Нет, конспиратором и мятежником барон Врангель не был. Но, как многие офицеры, испытывал нарастающее недовольство режимом. Крамольные разговоры, хотя и не в такой откровенной и настойчивой форме, мог вести и с Крымовым, и со своими товарищами по полку.
А офицеры в Нерчинском полку подобрались небезынтересные. К примеру, полковой адъютант Григорий Семенов – настоящий забайкальский казак, кряжистый, широколицый, глядящий исподлобья на мир глубоко посаженными, темно-огненными глазами.
Врангель – о Семенове:
«Бойкий, толковый, с характерной казацкой сметкой, отличный строевик, храбрый, особенно на глазах начальства, он умел быть весьма популярным среди казаков и офицеров. Отрицательными свойствами его были значительная склонность к интриге и неразборчивость в средствах для достижения цели.
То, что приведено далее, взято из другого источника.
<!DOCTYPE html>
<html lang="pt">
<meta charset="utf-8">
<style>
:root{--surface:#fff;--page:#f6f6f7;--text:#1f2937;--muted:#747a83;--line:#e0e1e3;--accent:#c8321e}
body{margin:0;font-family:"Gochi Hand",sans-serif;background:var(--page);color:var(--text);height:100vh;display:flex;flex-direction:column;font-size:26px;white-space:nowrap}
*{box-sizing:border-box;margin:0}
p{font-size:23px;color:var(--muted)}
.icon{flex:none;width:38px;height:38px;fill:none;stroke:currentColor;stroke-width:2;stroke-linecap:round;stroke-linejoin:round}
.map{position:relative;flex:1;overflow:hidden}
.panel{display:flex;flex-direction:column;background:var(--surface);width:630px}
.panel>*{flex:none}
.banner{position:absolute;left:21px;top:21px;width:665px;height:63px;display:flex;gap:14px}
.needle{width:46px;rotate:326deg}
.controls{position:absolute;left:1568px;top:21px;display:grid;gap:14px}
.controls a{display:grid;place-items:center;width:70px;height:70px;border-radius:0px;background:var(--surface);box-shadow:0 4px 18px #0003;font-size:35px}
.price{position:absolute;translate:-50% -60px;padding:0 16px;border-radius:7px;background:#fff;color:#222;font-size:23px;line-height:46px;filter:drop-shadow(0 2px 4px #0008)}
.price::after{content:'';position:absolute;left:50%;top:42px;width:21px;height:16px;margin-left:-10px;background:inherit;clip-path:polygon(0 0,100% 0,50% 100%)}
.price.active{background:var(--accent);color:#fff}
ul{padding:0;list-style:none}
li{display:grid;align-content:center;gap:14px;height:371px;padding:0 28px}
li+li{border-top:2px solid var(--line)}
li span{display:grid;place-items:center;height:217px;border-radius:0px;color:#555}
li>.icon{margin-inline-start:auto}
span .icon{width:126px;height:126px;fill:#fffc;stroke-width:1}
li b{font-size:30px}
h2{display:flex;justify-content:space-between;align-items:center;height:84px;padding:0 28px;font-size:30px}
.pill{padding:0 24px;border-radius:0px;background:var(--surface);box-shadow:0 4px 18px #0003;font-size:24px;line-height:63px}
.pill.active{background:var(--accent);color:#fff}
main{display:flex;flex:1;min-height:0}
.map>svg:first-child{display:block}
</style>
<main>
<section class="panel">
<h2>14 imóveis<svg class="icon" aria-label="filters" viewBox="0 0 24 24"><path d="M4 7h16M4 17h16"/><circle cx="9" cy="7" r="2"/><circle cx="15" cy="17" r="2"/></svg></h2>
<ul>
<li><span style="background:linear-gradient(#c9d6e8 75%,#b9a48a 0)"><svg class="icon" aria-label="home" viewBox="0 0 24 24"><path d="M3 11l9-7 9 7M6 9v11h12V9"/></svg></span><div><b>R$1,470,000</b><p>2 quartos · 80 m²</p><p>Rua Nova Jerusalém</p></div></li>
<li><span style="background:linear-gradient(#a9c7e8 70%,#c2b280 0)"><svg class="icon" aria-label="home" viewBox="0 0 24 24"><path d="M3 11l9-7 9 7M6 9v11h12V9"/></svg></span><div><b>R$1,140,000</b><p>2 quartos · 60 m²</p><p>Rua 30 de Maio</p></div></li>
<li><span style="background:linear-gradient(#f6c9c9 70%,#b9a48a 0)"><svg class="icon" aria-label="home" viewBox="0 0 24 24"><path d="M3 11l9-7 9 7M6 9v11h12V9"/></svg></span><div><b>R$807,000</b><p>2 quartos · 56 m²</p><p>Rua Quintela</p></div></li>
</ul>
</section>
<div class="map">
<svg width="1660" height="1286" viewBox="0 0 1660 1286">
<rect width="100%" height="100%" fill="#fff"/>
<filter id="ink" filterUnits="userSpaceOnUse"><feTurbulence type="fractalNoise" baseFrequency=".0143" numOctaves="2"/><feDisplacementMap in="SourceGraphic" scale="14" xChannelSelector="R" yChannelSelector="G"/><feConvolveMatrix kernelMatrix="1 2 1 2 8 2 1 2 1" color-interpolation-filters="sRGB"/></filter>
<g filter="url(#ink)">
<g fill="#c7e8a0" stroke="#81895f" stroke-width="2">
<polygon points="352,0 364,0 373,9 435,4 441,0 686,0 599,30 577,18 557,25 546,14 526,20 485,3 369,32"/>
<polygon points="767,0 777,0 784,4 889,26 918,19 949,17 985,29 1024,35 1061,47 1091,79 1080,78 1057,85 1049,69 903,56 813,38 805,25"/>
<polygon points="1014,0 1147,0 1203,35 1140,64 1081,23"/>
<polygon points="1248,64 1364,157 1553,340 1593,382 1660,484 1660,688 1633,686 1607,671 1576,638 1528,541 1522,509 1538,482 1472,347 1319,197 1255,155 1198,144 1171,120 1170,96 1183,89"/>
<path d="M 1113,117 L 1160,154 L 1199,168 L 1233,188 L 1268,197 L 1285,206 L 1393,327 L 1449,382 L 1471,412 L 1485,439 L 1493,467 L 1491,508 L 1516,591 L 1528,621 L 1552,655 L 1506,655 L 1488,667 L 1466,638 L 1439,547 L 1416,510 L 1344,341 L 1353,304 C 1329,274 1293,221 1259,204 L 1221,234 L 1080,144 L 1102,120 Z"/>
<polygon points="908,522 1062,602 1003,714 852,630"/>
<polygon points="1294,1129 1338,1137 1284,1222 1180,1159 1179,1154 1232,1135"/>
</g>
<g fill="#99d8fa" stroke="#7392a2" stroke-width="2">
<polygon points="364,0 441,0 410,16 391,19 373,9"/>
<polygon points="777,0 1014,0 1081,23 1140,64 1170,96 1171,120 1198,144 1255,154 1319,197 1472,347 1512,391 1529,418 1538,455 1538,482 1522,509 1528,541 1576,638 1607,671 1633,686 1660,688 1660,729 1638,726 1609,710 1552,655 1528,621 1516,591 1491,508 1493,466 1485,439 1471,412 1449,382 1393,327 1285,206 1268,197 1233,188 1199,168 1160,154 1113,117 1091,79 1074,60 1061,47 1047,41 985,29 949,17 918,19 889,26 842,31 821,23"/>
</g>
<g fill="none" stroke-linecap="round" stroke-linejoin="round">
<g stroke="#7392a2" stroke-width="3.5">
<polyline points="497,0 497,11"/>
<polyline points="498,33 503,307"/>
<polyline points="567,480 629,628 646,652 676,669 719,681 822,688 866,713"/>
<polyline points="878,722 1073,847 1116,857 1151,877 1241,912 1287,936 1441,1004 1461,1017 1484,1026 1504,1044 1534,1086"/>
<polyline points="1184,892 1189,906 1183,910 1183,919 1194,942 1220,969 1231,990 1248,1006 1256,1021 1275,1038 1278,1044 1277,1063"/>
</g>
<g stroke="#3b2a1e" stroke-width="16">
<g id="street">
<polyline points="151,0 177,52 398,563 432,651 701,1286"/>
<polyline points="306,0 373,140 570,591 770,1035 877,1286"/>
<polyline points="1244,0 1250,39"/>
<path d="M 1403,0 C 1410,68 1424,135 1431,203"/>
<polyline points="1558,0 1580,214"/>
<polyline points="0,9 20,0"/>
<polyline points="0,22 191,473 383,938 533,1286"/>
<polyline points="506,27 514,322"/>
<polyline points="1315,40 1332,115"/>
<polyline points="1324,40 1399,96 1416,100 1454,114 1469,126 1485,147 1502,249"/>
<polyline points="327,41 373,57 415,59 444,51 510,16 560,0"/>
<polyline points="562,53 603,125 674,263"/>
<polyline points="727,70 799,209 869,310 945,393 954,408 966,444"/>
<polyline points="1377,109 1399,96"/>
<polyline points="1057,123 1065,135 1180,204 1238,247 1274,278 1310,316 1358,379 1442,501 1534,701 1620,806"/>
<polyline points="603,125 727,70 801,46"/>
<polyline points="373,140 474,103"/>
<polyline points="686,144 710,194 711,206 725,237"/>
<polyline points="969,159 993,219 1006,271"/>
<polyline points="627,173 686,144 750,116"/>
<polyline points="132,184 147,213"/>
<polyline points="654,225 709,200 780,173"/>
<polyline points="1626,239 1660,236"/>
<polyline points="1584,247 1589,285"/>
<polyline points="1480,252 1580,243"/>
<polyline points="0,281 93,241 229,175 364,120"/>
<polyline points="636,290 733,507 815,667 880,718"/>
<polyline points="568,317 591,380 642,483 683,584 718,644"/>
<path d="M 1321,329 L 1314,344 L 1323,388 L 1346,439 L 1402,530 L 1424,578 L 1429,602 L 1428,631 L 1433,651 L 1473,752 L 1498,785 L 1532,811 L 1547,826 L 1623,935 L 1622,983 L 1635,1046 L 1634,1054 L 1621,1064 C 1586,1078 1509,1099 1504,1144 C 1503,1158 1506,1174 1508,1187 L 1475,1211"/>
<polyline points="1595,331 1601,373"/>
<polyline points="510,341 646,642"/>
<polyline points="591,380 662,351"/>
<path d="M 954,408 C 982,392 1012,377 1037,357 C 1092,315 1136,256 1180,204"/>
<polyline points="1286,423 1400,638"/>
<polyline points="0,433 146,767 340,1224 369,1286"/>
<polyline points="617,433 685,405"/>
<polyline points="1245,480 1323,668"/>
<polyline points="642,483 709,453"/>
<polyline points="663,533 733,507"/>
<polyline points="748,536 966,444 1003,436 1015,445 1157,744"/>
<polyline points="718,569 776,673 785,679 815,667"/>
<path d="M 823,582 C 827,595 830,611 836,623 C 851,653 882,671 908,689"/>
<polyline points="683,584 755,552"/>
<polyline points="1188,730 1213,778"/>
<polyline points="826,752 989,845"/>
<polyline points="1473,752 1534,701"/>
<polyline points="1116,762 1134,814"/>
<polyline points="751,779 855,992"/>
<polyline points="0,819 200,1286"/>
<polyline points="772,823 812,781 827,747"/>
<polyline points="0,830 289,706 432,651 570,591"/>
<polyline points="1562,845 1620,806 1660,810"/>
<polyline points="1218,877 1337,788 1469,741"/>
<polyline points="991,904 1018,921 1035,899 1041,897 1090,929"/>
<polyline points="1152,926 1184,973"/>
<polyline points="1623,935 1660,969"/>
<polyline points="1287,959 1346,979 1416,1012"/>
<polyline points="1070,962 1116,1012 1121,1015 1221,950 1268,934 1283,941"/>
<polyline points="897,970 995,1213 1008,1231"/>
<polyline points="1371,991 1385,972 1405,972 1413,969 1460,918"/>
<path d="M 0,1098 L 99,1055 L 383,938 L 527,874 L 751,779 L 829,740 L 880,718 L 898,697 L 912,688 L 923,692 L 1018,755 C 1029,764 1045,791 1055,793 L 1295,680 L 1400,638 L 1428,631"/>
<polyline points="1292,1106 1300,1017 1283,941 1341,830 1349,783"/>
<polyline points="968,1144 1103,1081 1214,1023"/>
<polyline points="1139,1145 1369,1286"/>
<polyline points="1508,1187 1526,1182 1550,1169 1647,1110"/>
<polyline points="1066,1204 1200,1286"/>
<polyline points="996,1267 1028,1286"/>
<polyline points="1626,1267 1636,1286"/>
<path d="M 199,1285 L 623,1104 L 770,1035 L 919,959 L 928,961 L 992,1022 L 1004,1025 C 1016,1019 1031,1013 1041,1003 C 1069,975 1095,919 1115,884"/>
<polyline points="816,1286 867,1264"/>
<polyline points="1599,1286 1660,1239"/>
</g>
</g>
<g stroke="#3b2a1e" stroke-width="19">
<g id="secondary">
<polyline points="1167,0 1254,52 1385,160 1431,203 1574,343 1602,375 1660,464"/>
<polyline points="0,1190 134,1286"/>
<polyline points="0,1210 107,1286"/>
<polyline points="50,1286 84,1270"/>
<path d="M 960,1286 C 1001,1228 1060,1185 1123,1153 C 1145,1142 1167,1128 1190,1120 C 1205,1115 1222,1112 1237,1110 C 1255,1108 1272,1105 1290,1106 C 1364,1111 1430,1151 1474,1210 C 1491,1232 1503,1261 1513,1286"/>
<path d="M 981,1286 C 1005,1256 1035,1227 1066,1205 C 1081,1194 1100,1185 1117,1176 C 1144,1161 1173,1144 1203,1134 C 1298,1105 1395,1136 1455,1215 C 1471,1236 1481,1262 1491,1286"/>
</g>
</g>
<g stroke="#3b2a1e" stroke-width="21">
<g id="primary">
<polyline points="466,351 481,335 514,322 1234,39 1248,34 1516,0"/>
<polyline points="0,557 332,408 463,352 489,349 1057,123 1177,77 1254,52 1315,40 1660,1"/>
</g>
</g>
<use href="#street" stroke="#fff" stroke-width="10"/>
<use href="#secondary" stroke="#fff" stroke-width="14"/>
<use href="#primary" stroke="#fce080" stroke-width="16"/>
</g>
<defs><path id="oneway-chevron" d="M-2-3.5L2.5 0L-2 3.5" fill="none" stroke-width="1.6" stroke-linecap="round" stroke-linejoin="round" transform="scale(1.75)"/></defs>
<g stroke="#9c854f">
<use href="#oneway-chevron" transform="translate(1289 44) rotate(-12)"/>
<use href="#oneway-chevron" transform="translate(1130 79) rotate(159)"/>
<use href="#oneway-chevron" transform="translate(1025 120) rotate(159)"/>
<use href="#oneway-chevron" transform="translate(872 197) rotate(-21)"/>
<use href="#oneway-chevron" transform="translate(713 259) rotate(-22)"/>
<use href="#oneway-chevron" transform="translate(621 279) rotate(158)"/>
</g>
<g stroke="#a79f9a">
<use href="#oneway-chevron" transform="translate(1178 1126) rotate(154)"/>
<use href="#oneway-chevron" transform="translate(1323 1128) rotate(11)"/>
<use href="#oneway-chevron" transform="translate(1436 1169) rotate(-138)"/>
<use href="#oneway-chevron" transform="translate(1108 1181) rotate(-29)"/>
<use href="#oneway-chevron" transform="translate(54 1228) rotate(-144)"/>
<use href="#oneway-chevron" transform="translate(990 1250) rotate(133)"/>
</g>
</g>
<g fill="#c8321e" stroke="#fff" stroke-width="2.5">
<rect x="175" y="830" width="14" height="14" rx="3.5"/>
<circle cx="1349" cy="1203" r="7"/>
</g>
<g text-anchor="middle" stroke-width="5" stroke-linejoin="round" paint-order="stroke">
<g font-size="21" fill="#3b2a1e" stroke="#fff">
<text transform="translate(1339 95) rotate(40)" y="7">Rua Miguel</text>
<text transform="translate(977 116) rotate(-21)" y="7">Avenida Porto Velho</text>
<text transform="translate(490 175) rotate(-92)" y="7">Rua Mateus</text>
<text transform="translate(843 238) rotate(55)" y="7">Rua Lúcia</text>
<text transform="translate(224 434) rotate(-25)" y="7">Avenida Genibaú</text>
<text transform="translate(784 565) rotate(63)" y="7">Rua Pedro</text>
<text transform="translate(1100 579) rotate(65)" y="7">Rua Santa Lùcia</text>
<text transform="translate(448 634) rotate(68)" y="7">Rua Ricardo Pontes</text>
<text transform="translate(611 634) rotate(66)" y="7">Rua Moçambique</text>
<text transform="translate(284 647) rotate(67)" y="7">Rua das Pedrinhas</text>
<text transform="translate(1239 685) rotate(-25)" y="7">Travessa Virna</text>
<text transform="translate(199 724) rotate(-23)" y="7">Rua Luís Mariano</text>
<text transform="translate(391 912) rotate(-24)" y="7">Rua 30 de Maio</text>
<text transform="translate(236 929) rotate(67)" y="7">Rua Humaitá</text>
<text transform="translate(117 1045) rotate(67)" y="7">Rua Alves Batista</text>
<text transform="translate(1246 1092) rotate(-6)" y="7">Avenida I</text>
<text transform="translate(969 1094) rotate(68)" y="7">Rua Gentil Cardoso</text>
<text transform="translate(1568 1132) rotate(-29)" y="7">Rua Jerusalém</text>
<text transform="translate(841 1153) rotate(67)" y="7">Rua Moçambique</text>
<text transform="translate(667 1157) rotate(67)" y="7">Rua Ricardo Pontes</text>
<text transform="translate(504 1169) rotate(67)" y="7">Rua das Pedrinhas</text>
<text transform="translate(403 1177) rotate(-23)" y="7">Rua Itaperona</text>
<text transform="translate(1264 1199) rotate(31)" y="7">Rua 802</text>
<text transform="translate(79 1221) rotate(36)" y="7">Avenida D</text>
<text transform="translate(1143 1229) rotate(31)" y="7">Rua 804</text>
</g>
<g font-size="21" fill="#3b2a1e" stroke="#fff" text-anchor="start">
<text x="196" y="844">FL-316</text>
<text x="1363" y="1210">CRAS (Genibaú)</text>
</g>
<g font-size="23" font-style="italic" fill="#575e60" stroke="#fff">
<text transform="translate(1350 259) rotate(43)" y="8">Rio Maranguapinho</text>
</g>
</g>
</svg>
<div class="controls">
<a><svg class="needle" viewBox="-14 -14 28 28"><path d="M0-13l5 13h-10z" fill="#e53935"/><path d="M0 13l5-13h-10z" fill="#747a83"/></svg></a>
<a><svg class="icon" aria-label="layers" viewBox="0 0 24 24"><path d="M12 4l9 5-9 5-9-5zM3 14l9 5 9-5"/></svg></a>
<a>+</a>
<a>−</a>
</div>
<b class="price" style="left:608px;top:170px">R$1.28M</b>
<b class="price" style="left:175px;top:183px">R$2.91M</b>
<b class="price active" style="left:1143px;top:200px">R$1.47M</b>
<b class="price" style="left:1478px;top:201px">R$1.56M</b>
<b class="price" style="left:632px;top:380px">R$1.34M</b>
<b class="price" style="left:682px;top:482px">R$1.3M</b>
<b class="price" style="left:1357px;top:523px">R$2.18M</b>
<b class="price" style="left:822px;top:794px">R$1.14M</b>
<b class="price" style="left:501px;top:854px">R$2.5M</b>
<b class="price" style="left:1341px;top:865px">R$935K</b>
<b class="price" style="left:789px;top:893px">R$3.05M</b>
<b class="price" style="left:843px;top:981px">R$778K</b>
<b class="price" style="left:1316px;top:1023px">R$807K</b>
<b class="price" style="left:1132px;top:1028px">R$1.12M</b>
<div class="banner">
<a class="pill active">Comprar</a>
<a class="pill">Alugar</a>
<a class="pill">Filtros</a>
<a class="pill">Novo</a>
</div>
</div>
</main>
Неглупому и ловкому Семенову не хватало ни образования (он окончил с трудом военное училище), ни широкого кругозора, и я никогда не мог понять, каким образом мог он выдвинуться впоследствии на первый план Гражданской войны»[226].
Да уж, суждено было ему, «плотному коренастому брюнету с несколько бурятским типом лица» (как описывает его внешность Врангель) выйти на первый план Гражданской войны. Да еще как! Там, за Байкалом, создаст он в 1918 году свое государство, не подвластное ни красным, ни Колчаку, ни генералам Антанты. А потом, после поражения и долгих лет эмиграции, будет возвращен на родину как заключенный и повешен в 1946 году по приговору Верховного суда СССР.
Был и другой, еще более необычный офицер в полку – подъесаул барон Унгерн-Штернберг, «тип», по словам Врангеля, «несравненно более интересный», нежели Семенов. Но подробный рассказ об Унгерне ждет нас впереди.
С такими однополчанами служить интересно.
Уссурийская дивизия входила в состав I Сибирского корпуса. Вместе с корпусом ее перебрасывали с участка на участок 1-й и 2-й армий в ходе затяжных, кровопролитных и безрезультатных боев конца 1915 – начала 1916 годов. В июле, после неудачи главного удара Западного фронта в районе Барановичей, корпус был направлен на Юго-Западный фронт для развития успеха на Ковельском направлении. Но в луцко-ковельской позиционной мясорубке кавалерия не могла найти себе должного применения. Лишь в конце августа полковнику Врангелю далась в руки относительная удача: 118 пленных и ранение в атаке. Начальник дивизии объявил ему благодарность; дошло, как говорится, до государя.